A literature search was conducted using PubMed, Scopus and Google Scholar databases. Publications from January 2014 to June 2026 were considered for inclusion. Search terms included combinations of the following keywords: “food selectivity”, “picky eating”, “food neophobia”, “ARFID”, “dietary diversity”, “gut microbiota”, “childhood nutrition”, “adolescent health”, “insulin resistance”, “metabolic syndrome”, “PCOS”, “PMOS”, “hyperandrogenism”, “cardiometabolic risk” and “medical nutrition therapy”. Boolean operators (AND, OR) were used to refine the search strategy.

Priority was given to systematic reviews, meta-analyses, randomized controlled trials, prospective cohort studies and clinical practice guidelines.
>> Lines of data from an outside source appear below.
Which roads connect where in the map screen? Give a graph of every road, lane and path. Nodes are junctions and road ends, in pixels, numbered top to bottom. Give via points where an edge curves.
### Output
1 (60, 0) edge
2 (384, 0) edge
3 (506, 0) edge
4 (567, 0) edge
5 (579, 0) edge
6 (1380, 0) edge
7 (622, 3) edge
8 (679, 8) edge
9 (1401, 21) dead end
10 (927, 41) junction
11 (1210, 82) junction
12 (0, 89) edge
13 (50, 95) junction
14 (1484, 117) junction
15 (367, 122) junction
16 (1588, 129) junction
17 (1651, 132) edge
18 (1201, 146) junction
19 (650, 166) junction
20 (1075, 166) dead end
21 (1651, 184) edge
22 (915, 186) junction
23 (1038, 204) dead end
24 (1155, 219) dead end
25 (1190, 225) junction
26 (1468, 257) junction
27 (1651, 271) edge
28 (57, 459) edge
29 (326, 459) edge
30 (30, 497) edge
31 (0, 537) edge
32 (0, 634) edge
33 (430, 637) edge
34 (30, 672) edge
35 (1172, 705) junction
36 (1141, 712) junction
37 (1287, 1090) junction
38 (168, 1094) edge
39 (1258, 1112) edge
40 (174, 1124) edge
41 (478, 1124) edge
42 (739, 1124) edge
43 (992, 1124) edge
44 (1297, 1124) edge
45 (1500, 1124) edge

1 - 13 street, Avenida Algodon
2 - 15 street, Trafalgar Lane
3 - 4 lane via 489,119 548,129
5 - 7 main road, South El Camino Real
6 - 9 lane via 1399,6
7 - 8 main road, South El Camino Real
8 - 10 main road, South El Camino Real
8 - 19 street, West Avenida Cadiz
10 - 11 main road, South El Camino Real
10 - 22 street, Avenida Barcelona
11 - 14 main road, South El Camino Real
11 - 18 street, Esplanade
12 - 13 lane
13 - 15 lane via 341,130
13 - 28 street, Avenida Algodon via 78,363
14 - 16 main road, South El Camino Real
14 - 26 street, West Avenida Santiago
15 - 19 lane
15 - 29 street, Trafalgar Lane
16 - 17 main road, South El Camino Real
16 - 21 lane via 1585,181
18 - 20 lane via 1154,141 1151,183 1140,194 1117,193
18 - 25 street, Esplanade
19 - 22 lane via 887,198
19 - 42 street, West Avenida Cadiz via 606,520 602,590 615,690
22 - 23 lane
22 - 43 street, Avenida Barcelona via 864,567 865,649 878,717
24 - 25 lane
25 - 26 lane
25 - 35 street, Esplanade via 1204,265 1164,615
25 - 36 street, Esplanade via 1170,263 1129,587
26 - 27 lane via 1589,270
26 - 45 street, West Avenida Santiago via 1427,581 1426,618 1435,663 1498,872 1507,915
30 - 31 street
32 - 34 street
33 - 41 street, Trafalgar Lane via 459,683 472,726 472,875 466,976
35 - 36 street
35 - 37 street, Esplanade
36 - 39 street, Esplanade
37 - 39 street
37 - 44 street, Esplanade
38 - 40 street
Additional relevant studies were identified through manual screening of reference lists from selected articles.

Studies were included if they investigated at least one of the following topics: childhood food selectivity, dietary diversity, nutrient inadequacies, gut microbiota alterations, obesity, insulin resistance, metabolic syndrome, cardiometabolic risk or nutritional aspects of adolescent PMOS/PCOS. Studies focusing exclusively on adult populations without relevance to adolescence or metabolic outcomes were excluded.

The selected literature was analyzed and synthesized narratively. Evidence was grouped into thematic categories, including food selectivity and dietary diversity, nutritional consequences of selective eating, gut microbiota and metabolic health, cardiometabolic risk factors, potential implications for PMOS development, and opportunities for early medical nutrition therapy interventions.

Food selectivity and dietary diversity in childhood

Food selectivity is a common feeding behavior during childhood, and it is generally characterized by the rejection of familiar and unfamiliar foods, a limited food repertoire and strong preferences for specific textures, colors, tastes or food presentations. Although transient selective eating is considered a normal developmental phase in many children, persistent food selectivity may extend into adolescence and adulthood, influencing dietary quality and nutritional status(4-7).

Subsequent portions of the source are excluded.